A movie may be visual, but it's heard and remembered for the words. It's why I tell stories, how about you?

Dave Ale said...

@ Kirkland --

If I were to list 100 movies that you've seen, would you remember more lines of dialog, or would you remember more visual images?

Finding Nemo -- I remember a few quotes, and the dialog was good, but more than that I remember watching Marlin and Dory bounce on the jelly fish, Marlin's "kids" getting eaten by the barracuda, riding the current with Squirt and Crush, the fish at the end dropping into the ocean while still in plastic bags, being on the tongue of the whale, all the fish swimming down in the net --

Dialog may be catchy, but images are the heart of a film.

I don't remember a single quote from Bambi other than "Man has entered the forest", but I remember a lot of the scenes.

Dialog is important, but images are more important. Ultimately it comes down to:

Show, don't tell.

We may have a philosophical disagreement, you say you write to be remembered for the words, I'd rather be remembered for the images.

meg said...

Might I suggest that memorable dialog is memorable precisely because memorable scenes have created a context for the dialog to be remembered?

Kirkland said...

@meg

Which are, oddly enough, created with words. It seems most of the screenwriters who hold an opinion on this topic--visual v. dialog--want to devalue dialog, to dismiss it as being unimportant, as something to be tolerated but not needed in cinematic storytelling. And that viewpoint is simply wrong, to me anyway. There isn't any film (of the talking era anyway), that people have quoted in their everyday lexicon of conversation that didn't come from dialog.

Think about it, when was the last time someone used a scene of a film as part of their everyday conversation. But everyday someone spouts something they've heard in movie dialog, even without realizing where it came from.
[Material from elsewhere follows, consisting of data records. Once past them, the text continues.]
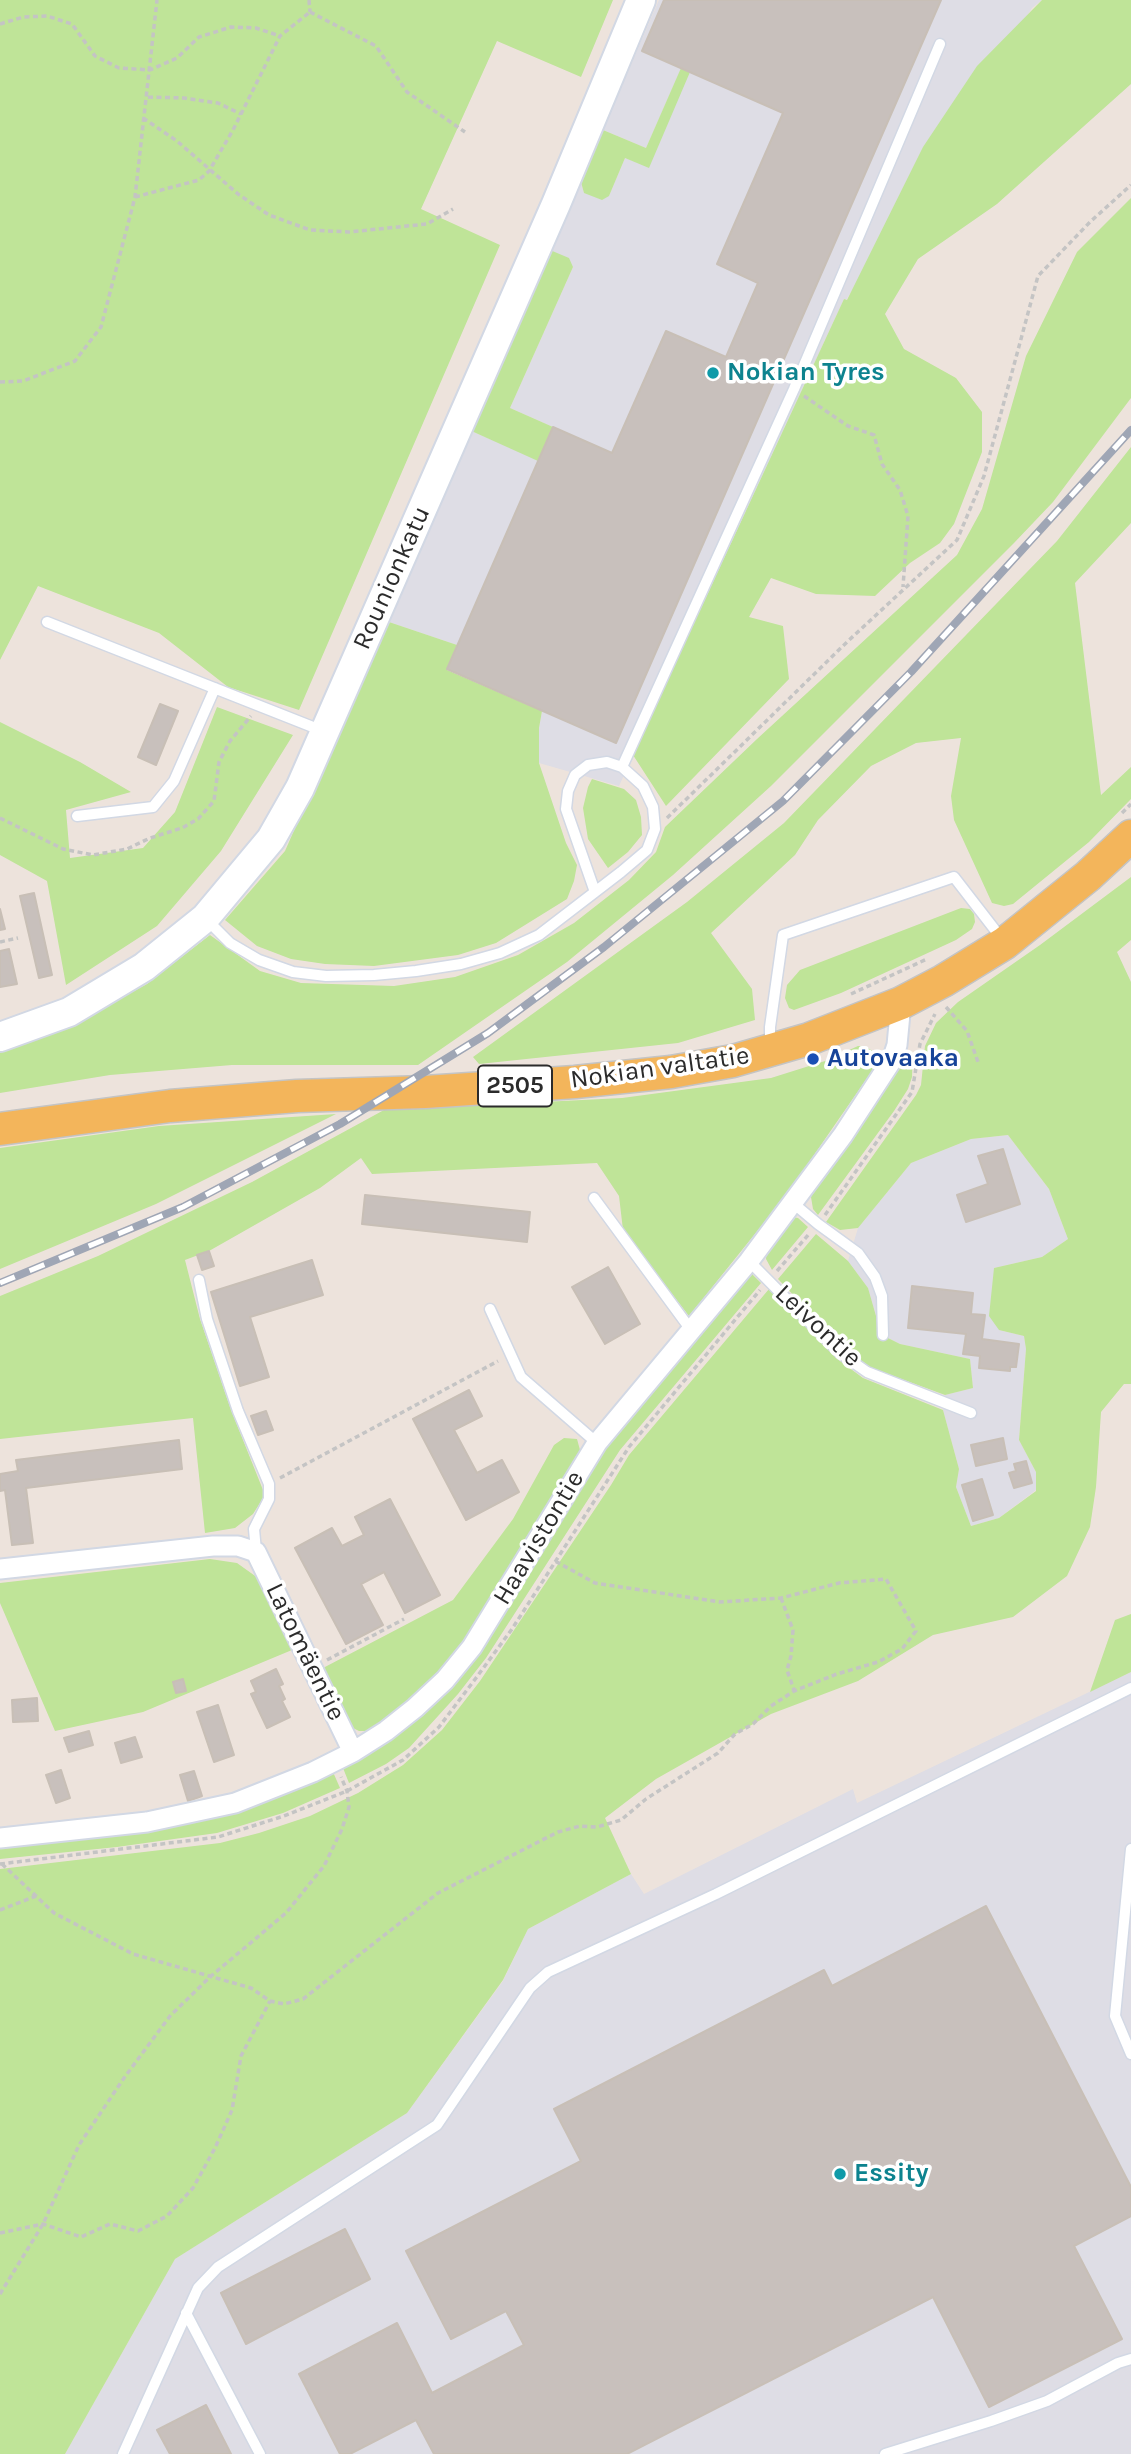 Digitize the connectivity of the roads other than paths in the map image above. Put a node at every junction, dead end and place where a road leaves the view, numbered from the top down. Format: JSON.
{"nodes":[{"id":1,"x":641,"y":0,"type":"edge"},
{"id":2,"x":940,"y":44,"type":"dead end"},
{"id":3,"x":47,"y":622,"type":"dead end"},
{"id":4,"x":215,"y":688,"type":"junction"},
{"id":5,"x":325,"y":732,"type":"junction"},
{"id":6,"x":622,"y":767,"type":"junction"},
{"id":7,"x":77,"y":816,"type":"dead end"},
{"id":8,"x":1131,"y":836,"type":"edge"},
{"id":9,"x":595,"y":892,"type":"junction"},
{"id":10,"x":205,"y":918,"type":"junction"},
{"id":11,"x":1005,"y":943,"type":"junction"},
{"id":12,"x":901,"y":1003,"type":"junction"},
{"id":13,"x":0,"y":1037,"type":"edge"},
{"id":14,"x":771,"y":1051,"type":"junction"},
{"id":15,"x":0,"y":1129,"type":"edge"},
{"id":16,"x":594,"y":1198,"type":"dead end"},
{"id":17,"x":793,"y":1203,"type":"junction"},
{"id":18,"x":750,"y":1261,"type":"junction"},
{"id":19,"x":199,"y":1280,"type":"dead end"},
{"id":20,"x":490,"y":1309,"type":"dead end"},
{"id":21,"x":691,"y":1330,"type":"junction"},
{"id":22,"x":883,"y":1335,"type":"dead end"},
{"id":23,"x":971,"y":1413,"type":"dead end"},
{"id":24,"x":597,"y":1443,"type":"junction"},
{"id":25,"x":256,"y":1552,"type":"junction"},
{"id":26,"x":0,"y":1569,"type":"edge"},
{"id":27,"x":1131,"y":1688,"type":"edge"},
{"id":28,"x":353,"y":1752,"type":"junction"},
{"id":29,"x":0,"y":1838,"type":"edge"},
{"id":30,"x":1131,"y":1849,"type":"edge"},
{"id":31,"x":1131,"y":2054,"type":"edge"},
{"id":32,"x":186,"y":2313,"type":"junction"},
{"id":33,"x":1131,"y":2359,"type":"edge"},
{"id":34,"x":124,"y":2454,"type":"edge"},
{"id":35,"x":260,"y":2454,"type":"edge"},
{"id":36,"x":885,"y":2454,"type":"edge"}],
"edges":[{"from":1,"to":5,"type":"main road","name":"Rounionkatu"},
{"from":2,"to":6,"type":"lane"},
{"from":3,"to":4,"type":"lane"},
{"from":4,"to":5,"type":"lane"},
{"from":4,"to":7,"type":"lane"},
{"from":5,"to":10,"type":"main road","name":"Rounionkatu"},
{"from":6,"to":9,"type":"lane"},
{"from":6,"to":9,"type":"lane"},
{"from":8,"to":11,"type":"main road","name":"Nokian valtatie","number":"2505"},
{"from":9,"to":10,"type":"lane"},
{"from":10,"to":13,"type":"main road","name":"Rounionkatu"},
{"from":11,"to":12,"type":"main road","name":"Nokian valtatie","number":"2505"},
{"from":11,"to":14,"type":"lane"},
{"from":12,"to":14,"type":"main road","name":"Nokian valtatie","number":"2505"},
{"from":12,"to":17,"type":"street","name":"Haavistontie"},
{"from":14,"to":15,"type":"main road","name":"Nokian valtatie","number":"2505"},
{"from":16,"to":21,"type":"lane"},
{"from":17,"to":18,"type":"street","name":"Haavistontie"},
{"from":17,"to":22,"type":"lane"},
{"from":18,"to":21,"type":"street","name":"Haavistontie"},
{"from":18,"to":23,"type":"lane","name":"Leivontie"},
{"from":19,"to":25,"type":"lane"},
{"from":20,"to":24,"type":"lane"},
{"from":21,"to":24,"type":"street","name":"Haavistontie"},
{"from":24,"to":28,"type":"street","name":"Haavistontie"},
{"from":25,"to":26,"type":"street"},
{"from":25,"to":28,"type":"street","name":"Latomäentie"},
{"from":27,"to":32,"type":"lane"},
{"from":28,"to":29,"type":"street","name":"Haavistontie"},
{"from":30,"to":31,"type":"lane"},
{"from":32,"to":34,"type":"lane"},
{"from":32,"to":35,"type":"lane"},
{"from":33,"to":36,"type":"lane"}]}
That says something about the importance of dialog, but also speaks to how words creep into our lives and affect our lives on a daily basis, doesn't it?

And if you don't believe me, try writing a film without it, and see how far you get.

People may go to the movies to "see" a film, but what lives with them long after the images are gone from their memory is the dialog. It's there in the subconscious just waiting for the right moment to be used.

Dialog matters, it's that simple.

meg said...

@ Kirkland
I'm having fun with this discussion. I find both points of view interesting. I'm so new at this screenwriting stuff i didn't realize there's a dialog vs description/visual debate...I tend towards the dialog myself, perferring to let the words and the actors convey the meaning...

Kirkland said...

@Meg

It's a difficult balance, all you hear from the experts is make it "visual."

Two thinks happen with young/new screenwriters, one they "tell" rather "show" when writing their screenplays. And they confuse those words with the importance of using dialog to move the story forward...

Action is description, dialog is movement--both are important to the screenplay.

Make no mistake, dialog, good dialog is the lifeblood of any film worth thinking about. And if you're good at it, you'll do well as a screenwriter.